▸ **Problem**
Search the entries below for "pixels" and copy each matching line.

Given data section start

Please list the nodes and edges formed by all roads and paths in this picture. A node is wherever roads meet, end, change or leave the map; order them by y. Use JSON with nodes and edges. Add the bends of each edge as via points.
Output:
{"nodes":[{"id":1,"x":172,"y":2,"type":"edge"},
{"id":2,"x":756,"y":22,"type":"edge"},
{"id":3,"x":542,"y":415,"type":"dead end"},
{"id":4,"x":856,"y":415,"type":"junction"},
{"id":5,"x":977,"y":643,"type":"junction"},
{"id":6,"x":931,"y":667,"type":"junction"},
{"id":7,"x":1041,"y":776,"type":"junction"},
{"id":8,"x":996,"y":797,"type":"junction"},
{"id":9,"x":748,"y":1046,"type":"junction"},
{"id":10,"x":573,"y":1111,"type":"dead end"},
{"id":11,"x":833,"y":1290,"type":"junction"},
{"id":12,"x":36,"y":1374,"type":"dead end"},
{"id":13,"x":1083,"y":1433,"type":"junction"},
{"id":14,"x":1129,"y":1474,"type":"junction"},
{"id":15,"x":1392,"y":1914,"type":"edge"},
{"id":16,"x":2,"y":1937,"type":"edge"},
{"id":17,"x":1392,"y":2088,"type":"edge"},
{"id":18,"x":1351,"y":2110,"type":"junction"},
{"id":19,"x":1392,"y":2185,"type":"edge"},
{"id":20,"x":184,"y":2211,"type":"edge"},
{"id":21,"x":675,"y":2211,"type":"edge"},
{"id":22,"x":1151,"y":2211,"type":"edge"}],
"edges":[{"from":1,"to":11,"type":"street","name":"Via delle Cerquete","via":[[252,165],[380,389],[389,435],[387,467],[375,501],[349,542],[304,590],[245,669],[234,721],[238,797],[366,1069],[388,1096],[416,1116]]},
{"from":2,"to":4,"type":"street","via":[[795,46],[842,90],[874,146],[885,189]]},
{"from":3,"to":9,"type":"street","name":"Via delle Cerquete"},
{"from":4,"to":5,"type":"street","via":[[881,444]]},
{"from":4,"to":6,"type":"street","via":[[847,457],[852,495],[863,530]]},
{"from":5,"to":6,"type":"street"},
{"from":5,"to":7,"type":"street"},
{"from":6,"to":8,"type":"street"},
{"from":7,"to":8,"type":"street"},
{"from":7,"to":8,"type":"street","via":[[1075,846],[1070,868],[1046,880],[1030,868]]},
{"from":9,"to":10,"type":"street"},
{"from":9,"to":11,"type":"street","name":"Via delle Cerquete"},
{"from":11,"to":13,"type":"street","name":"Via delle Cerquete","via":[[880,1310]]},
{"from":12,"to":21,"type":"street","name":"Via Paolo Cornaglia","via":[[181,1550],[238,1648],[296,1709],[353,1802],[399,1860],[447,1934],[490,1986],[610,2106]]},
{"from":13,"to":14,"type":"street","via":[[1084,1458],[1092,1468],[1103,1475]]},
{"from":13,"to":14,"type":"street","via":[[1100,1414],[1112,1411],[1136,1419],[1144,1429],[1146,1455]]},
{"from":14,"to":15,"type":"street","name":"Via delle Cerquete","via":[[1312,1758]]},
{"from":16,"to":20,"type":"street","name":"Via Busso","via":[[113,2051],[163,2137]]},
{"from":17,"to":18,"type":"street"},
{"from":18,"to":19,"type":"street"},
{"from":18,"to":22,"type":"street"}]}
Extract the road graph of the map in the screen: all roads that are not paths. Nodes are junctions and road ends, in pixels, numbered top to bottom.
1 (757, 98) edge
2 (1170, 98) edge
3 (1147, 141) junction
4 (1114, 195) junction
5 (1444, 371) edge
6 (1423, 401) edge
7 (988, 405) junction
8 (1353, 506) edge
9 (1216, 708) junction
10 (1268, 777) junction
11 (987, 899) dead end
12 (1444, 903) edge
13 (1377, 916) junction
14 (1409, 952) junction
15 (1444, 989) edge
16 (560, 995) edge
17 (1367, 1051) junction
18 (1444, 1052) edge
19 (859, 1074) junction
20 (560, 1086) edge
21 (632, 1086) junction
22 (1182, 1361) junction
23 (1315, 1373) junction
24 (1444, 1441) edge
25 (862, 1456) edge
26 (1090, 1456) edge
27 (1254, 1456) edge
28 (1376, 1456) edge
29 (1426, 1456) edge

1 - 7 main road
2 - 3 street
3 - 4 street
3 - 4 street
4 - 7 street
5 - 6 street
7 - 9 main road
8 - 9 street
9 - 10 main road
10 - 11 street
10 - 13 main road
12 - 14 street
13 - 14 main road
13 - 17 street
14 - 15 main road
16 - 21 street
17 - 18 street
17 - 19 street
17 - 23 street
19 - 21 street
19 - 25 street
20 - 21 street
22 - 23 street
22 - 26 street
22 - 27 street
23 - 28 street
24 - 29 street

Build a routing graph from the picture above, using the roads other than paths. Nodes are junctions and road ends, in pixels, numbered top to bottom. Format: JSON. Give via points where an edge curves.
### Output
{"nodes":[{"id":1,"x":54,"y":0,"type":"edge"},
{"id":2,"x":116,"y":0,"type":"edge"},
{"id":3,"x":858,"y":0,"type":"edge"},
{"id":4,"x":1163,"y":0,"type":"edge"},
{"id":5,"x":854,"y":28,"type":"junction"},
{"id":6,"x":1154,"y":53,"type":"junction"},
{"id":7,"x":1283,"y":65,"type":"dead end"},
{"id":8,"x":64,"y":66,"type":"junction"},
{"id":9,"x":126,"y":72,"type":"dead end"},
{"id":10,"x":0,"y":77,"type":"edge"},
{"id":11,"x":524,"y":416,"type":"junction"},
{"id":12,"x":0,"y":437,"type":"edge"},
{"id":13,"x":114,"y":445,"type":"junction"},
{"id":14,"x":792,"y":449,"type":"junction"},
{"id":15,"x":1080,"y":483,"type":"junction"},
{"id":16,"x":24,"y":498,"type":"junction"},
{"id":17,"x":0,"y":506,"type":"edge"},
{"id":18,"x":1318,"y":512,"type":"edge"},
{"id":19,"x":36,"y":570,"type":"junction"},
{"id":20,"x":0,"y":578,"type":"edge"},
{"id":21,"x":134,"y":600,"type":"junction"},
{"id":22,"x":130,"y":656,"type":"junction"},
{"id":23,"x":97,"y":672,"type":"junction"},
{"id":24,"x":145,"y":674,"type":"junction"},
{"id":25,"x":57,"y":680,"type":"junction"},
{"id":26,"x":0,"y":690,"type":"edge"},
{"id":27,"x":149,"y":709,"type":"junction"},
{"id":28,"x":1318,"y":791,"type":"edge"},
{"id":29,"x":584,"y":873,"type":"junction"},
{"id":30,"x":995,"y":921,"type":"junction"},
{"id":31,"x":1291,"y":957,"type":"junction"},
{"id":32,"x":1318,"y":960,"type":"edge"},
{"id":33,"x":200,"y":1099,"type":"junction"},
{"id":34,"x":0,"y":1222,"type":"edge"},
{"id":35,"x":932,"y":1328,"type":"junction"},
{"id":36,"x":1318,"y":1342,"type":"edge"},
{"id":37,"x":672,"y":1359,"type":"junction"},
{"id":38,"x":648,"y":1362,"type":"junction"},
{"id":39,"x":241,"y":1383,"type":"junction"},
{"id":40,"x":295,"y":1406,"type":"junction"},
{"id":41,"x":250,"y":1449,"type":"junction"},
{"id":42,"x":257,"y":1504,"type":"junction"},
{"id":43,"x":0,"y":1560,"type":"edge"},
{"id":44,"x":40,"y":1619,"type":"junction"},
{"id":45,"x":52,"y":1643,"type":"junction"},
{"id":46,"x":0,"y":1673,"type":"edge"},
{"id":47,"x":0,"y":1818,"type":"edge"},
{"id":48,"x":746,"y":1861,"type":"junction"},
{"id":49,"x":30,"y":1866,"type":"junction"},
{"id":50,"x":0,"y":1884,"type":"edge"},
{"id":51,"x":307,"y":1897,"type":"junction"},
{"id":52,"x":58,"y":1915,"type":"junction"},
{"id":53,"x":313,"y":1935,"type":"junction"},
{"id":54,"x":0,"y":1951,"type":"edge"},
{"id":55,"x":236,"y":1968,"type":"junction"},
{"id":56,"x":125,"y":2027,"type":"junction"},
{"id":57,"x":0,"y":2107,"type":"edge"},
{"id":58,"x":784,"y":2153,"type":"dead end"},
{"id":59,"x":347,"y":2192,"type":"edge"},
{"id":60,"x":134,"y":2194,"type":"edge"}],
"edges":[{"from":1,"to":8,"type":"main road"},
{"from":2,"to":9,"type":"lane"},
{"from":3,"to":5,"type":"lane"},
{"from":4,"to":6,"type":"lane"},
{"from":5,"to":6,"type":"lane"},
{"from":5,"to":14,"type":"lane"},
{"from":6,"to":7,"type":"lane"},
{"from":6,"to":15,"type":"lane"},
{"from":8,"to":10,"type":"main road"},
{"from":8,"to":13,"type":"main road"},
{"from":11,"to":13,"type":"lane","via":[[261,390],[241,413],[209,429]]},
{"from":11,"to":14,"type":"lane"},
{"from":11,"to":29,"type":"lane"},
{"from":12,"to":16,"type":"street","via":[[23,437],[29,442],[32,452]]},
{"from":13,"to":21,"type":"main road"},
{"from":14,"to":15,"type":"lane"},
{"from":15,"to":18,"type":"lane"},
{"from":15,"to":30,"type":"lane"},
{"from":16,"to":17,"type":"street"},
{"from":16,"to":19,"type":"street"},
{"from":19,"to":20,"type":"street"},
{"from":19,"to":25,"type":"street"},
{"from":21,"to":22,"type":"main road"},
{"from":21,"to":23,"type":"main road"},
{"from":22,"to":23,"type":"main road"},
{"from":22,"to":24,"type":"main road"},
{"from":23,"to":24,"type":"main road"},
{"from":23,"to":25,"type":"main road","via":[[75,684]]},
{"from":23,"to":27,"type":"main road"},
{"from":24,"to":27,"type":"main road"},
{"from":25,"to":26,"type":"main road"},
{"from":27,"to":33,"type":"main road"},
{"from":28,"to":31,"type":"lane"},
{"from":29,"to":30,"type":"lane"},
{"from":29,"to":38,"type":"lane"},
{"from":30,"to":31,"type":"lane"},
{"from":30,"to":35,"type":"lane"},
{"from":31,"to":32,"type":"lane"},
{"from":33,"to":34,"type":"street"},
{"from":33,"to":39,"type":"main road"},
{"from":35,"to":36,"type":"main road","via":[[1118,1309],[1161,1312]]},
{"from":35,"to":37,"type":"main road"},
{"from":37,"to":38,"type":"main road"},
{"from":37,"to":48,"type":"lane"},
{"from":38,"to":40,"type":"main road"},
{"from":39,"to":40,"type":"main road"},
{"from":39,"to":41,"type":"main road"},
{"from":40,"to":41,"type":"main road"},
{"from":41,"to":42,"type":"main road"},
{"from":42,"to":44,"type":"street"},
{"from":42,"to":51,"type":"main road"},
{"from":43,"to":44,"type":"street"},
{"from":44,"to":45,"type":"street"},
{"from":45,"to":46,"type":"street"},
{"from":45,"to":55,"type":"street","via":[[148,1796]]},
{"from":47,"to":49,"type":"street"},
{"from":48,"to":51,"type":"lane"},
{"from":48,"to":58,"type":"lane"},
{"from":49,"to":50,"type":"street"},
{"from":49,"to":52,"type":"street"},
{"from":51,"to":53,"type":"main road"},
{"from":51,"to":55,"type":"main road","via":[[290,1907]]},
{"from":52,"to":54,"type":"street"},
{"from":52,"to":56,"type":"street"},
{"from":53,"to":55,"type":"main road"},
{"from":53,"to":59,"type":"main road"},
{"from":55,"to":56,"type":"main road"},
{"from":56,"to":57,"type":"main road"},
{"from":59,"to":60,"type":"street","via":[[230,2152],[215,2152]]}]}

Given data section end

▸ **Output below**
Extract the road graph of the map in the screen: all roads that are not paths. Nodes are junctions and road ends, in pixels, numbered top to bottom.
Build a routing graph from the picture above, using the roads other than paths. Nodes are junctions and road ends, in pixels, numbered top to bottom. Format: JSON. Give via points where an edge curves.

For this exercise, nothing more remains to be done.